Tuesday, 11 December 2012

Evaluation OUGD301 Design Practice 3

This module has been extremely challenging both time management wise and also handling unforeseen problems.  I had set myself the target of focusing on Dissertation every Sunday and over reading week, which I have achieved, however I believe this has been to the detriment of the Design Practice on this module.

At the stage where I should have had my eye on what four briefs I was going to focus on, I was desperately trying to get 500 leaflets screen printed for The Loft Space.  I have already discussed the  ramifications of this on this post http://l-whitaker1013-dp.blogspot.co.uk/2012/10/the-loft-space-client-disappointment.html so I wont dwell on this here.

What I learnt from experience is:
  • Don't propose ambitious ideas which are not fully tested first . The Loft Space did not have a print budget so I thought a cheap solution to this was to screen print the leaflets. Although I had been reasonably successful at Screen printing before I had not tried anything like this before.
  • Don't offer to do something just to please your client.  I should have just offered to design the leaflets and let Janet source her own printing.  Her budget is not my problem.
  • Screen printing is best used for limited edition/special effects rather than high volume runs.
To get over the disappointment I felt after this experience I threw myself into the Circus and Typo briefs which was a positive way forward.  I did not however revisit my beautiful Excel Spreadsheet Project plan and revise it...EVER again throughout the module.  From a project management point of view this was not the best way forward as was to proved when I had five days to Module hand in and I had only just started the fourth brief, brief 2 What make a good App design.

My Time management, something which is normally a strength has been atrocious on this module.  As well as what happened with the Loft Space and the Dissertation, another reason for this was the three main briefs Circus, Typo and The Loft Space were very research and content heavy.  This was deliberate on my part as I love really getting under the skin of a subject before I start concept developing.  Going forward I need to find a better balance with my process so that I have time to make my Design outcomes are as strong as the initial ground work.

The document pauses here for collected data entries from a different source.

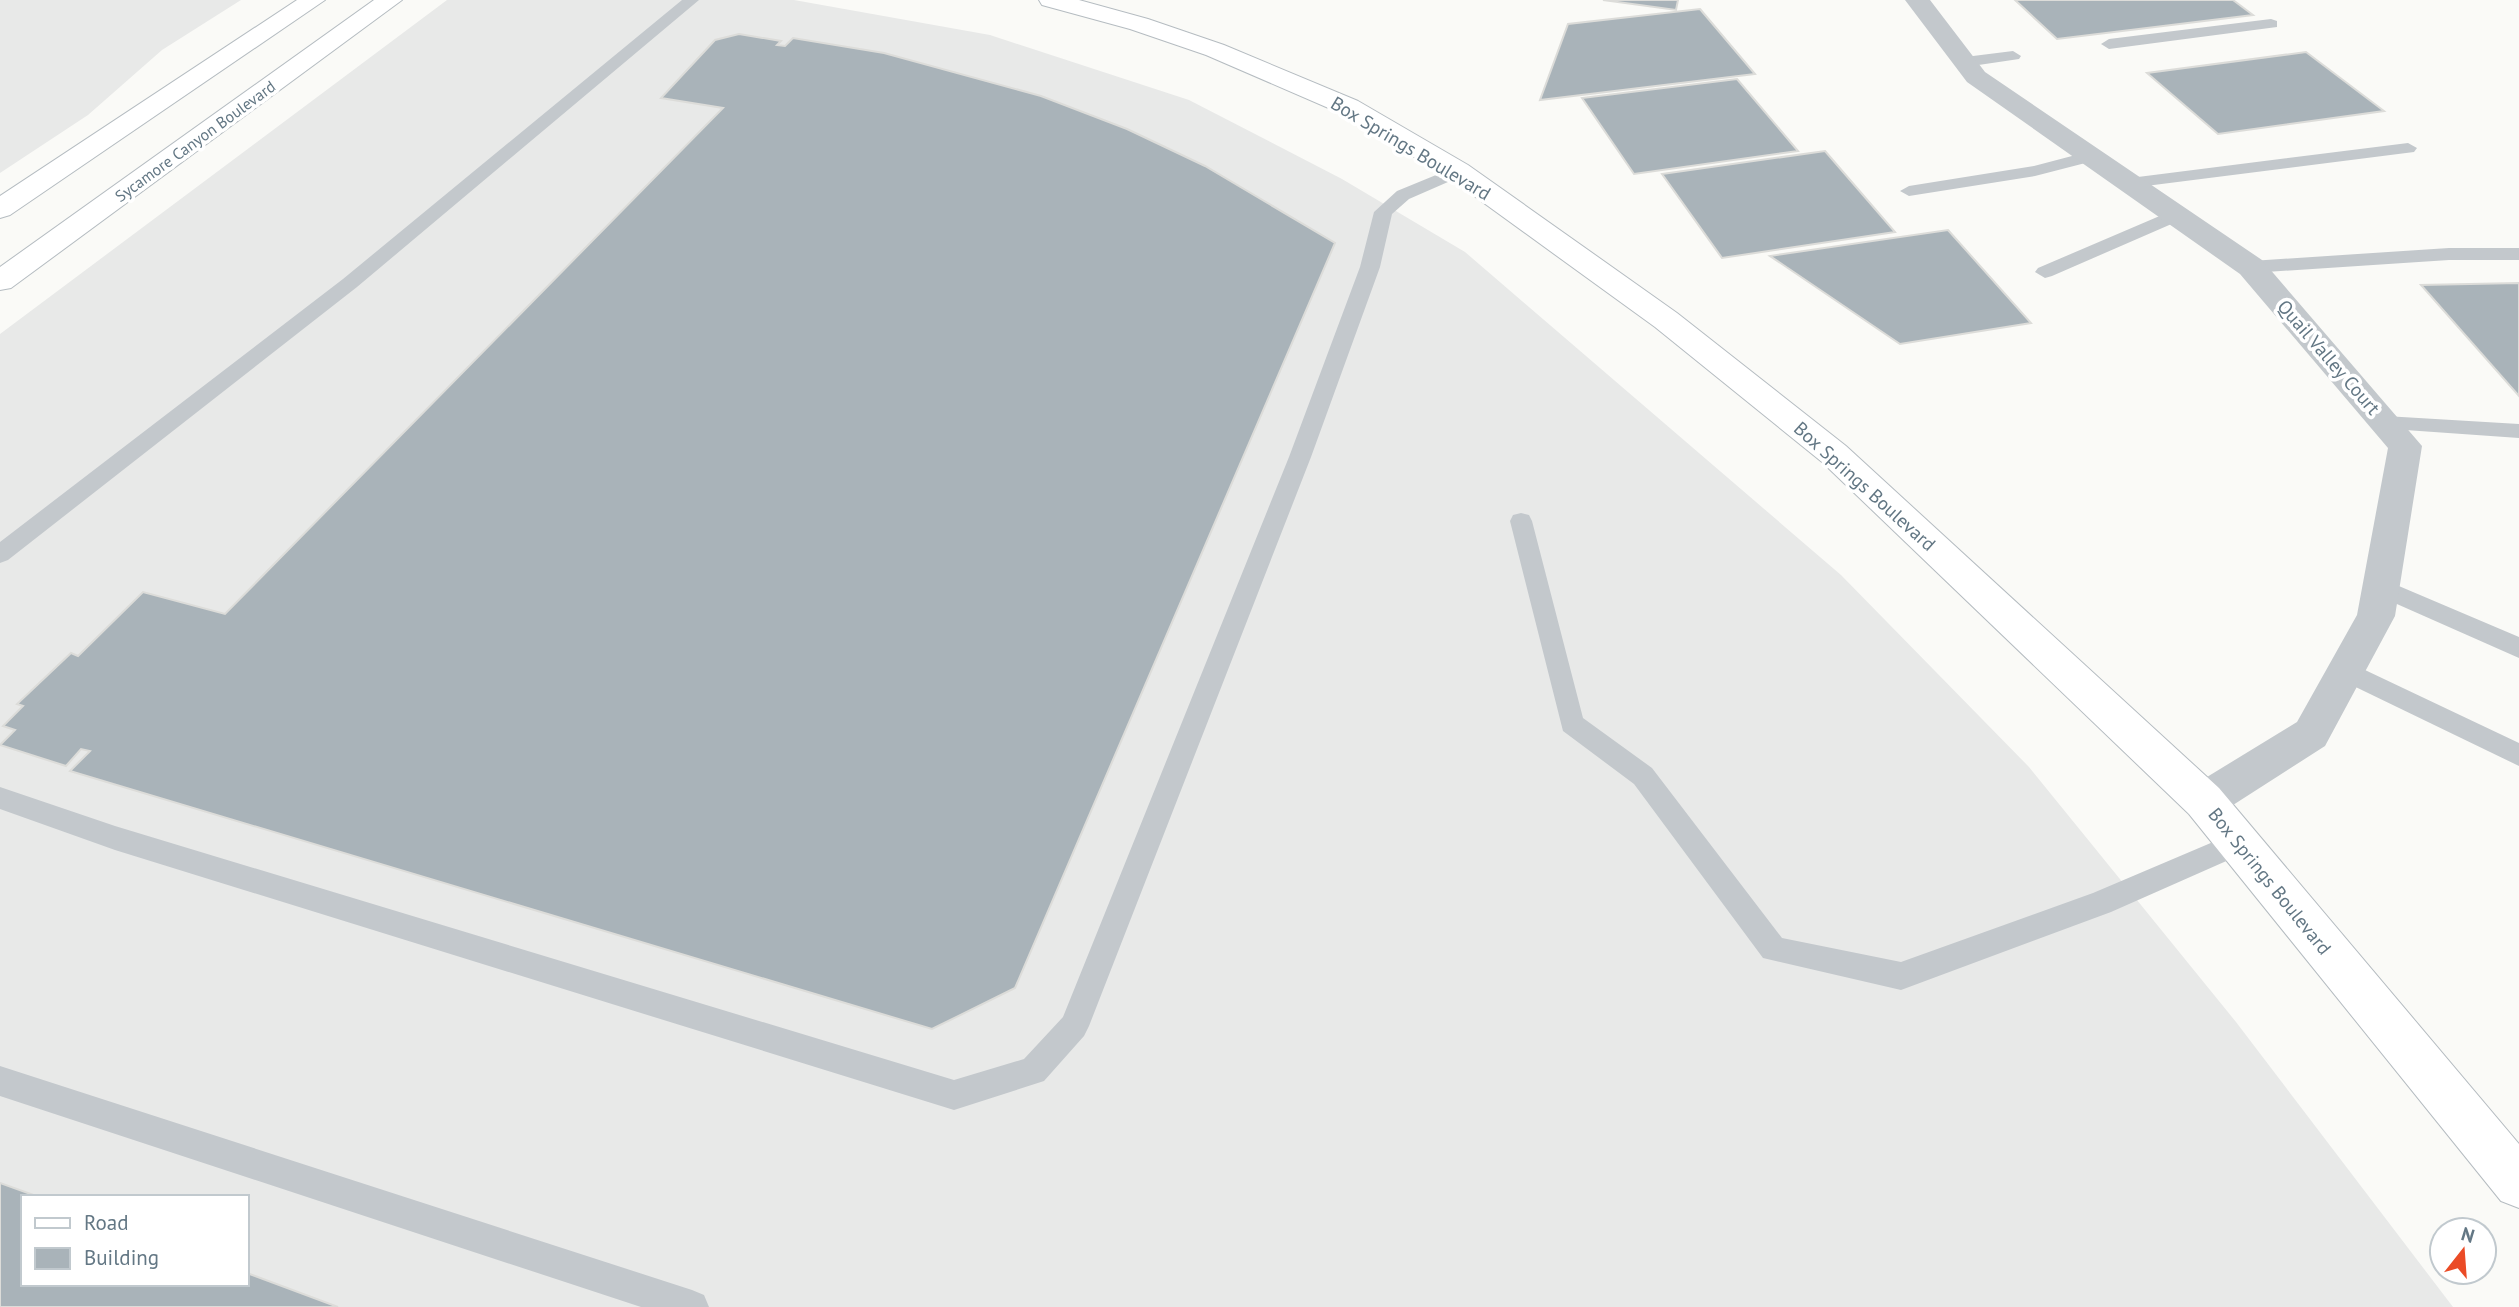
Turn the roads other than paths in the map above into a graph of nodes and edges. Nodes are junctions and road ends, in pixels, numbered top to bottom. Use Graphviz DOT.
graph roads {
  1 [pos="313,0"];
  2 [pos="390,0"];
  3 [pos="691,0"];
  4 [pos="1051,0"];
  5 [pos="1917,0"];
  6 [pos="2271,24"];
  7 [pos="2109,44"];
  8 [pos="2013,56"];
  9 [pos="1965,62"];
  10 [pos="2407,148"];
  11 [pos="2091,156"];
  12 [pos="1458,171"];
  13 [pos="2130,183"];
  14 [pos="1909,191"];
  15 [pos="0,209"];
  16 [pos="2176,215"];
  17 [pos="2519,254"];
  18 [pos="2251,267"];
  19 [pos="2045,272"];
  20 [pos="0,281"];
  21 [pos="2385,423"];
  22 [pos="2519,431"];
  23 [pos="1521,521"];
  24 [pos="0,554"];
  25 [pos="2380,587"];
  26 [pos="2519,648"];
  27 [pos="2346,671"];
  28 [pos="2519,755"];
  29 [pos="0,798"];
  30 [pos="2204,801"];
  31 [pos="2239,843"];
  32 [pos="0,1081"];
  33 [pos="2519,1183"];
  34 [pos="692,1307"];
  1 -- 15 [label="street"];
  2 -- 20 [label="street, Sycamore Canyon Boulevard"];
  3 -- 24 [label="lane"];
  4 -- 12 [label="street, Box Springs Boulevard"];
  5 -- 9 [label="street, Quail Valley Court"];
  6 -- 7 [label="lane"];
  8 -- 9 [label="lane"];
  9 -- 11 [label="street, Quail Valley Court"];
  10 -- 13 [label="lane"];
  11 -- 13 [label="street, Quail Valley Court"];
  11 -- 14 [label="lane"];
  12 -- 29 [label="lane"];
  12 -- 30 [label="street, Box Springs Boulevard"];
  13 -- 16 [label="street, Quail Valley Court"];
  16 -- 18 [label="street, Quail Valley Court"];
  16 -- 19 [label="lane"];
  17 -- 18 [label="lane"];
  18 -- 21 [label="street, Quail Valley Court"];
  21 -- 22 [label="lane"];
  21 -- 25 [label="street, Quail Valley Court"];
  23 -- 31 [label="lane"];
  25 -- 26 [label="lane"];
  25 -- 27 [label="street, Quail Valley Court"];
  27 -- 28 [label="lane"];
  27 -- 30 [label="street, Quail Valley Court"];
  30 -- 31 [label="street, Box Springs Boulevard"];
  31 -- 33 [label="street, Box Springs Boulevard"];
  32 -- 34 [label="lane"];
}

On a more positive note I have developed and honed a range of skills including:
  • Screen printing
  • A simple way to create 'Spot varnish' using foiling and a heat press.
  • Type and layout skills including my understanding of Typeface choices, combinations and best practises. For example I have a better grasp of what to do abut widows, hyphenation and hierarchy.
  • In design skills - Becoming more efficient and consistent with approach. Paragraph Styles, Booklet design and printing, General grid and layout skills, managing images for print and screen, formatting paragraphs i.e. managing hyphenation, using features such as slug area and attributes such as overprint.
  • Illustrator skills - more confident with vectoring and pen tool
  • Photoshop skills - Using Filters such as Vanishing Point to create perspective,  experimented with different layer styles and blending options such as colour burn and multiply, drop shadow and bevel and emboss,  Correct resizing of images between RGB and CMYK
  • Continuing to develop  Dreamweaver and Web design skills
  • To check and re-check work after each change.  Spell check, proof reads, check consistent use of Typeface - all so vital when trying to achieve a high standard of Type and Layout.
My crafting skills still leave something to be desired but that was due to not using College facilities such as Vernon Street due to Time constraints.

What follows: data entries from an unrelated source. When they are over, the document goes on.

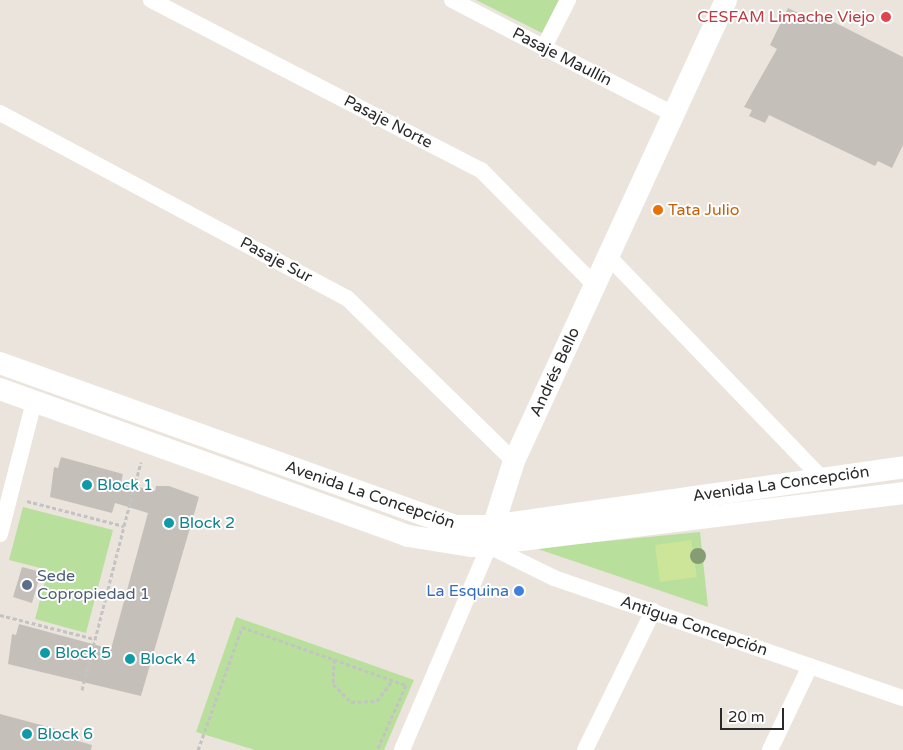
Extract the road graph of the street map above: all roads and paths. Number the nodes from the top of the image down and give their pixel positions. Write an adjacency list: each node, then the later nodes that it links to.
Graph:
1 (151, 0): 9 (street, Pasaje Norte)
2 (452, 0): 5 (street, Pasaje Maullín)
3 (568, 0): 5 (street)
4 (726, 0): 7 (street, Andrés Bello)
5 (544, 47): 7 (street, Pasaje Maullín)
6 (0, 113): 14 (street, Pasaje Sur)
7 (673, 114): 8 (street, Andrés Bello)
8 (608, 256): 9 (street, Andrés Bello); 16 (street)
9 (595, 285): 14 (street, Andrés Bello)
10 (0, 363): 21 (street, Avenida La Concepción)
11 (0, 389): 12 (street, Avenida La Concepción)
12 (34, 402): 20 (street); 21 (street, Avenida La Concepción)
13 (142, 460): 19 (path)
14 (514, 461): 21 (street, Andrés Bello)
15 (903, 466): 16 (street, Avenida La Concepción)
16 (822, 478): 21 (street, Avenida La Concepción)
17 (903, 493): 21 (street, Avenida La Concepción)
18 (25, 500): 19 (path)
19 (124, 526): 24 (path)
20 (0, 534)
21 (490, 536): 22 (street, Antigua Concepción); 32 (street, Andrés Bello)
22 (653, 611): 26 (street, Antigua Concepción); 33 (street)
23 (0, 615): 24 (path)
24 (95, 639): 28 (path)
25 (334, 660): 27 (path); 27 (path); 30 (path)
26 (810, 666): 29 (street, Antigua Concepción); 34 (street)
27 (393, 680): 31 (path)
28 (82, 690)
29 (903, 698)
30 (198, 750)
31 (378, 750)
32 (402, 750)
33 (585, 750)
34 (770, 750)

One area which I am aware I did not fully exploit on each brief was I did not push the range or consider methods of distribution as much as I should have done.  I was deliberately focused on developing certain aspects of each brief i.e. Type and Layout in Typo and Circus rather than expanding the potential of what each could bring.

Going forward to FMP I plan to be more outcome focused and have less content heavy briefs.  
Although I did not use Digital as much as planned, I still have a real interest exploring how I can incorporate Design for Screen into my practice leading up to FMP.








OUGD301 Presentation Boards

Brief One The Loft Space

Brief Two What makes a good App

Brief Three Typo 12

Brief Four ISTD Circus

OUGD301 Module Submission




OUGD301 Design Research



The Circus app development

As time is short I am going to use the content from the Circus brief to propose an app design idea.  Potential to submit with ISTD brief.  I am also going to focus designing for iOS and a mobile platform rather than a ipad screen.  Ideally I would ensure the design is suitable for both size screens.  I do think in a museum people will be more likely to use the App from a Mobile phone.

My app idea in one sentence:

Circus Experience:  Getting the most out of your Circus Experience.

Will include Introduction, maps, booking, details of each experience,  Exhibit details ie history of costumes.  Interactive features whilst at the Museum.  Interactive feature share your Circus Experience.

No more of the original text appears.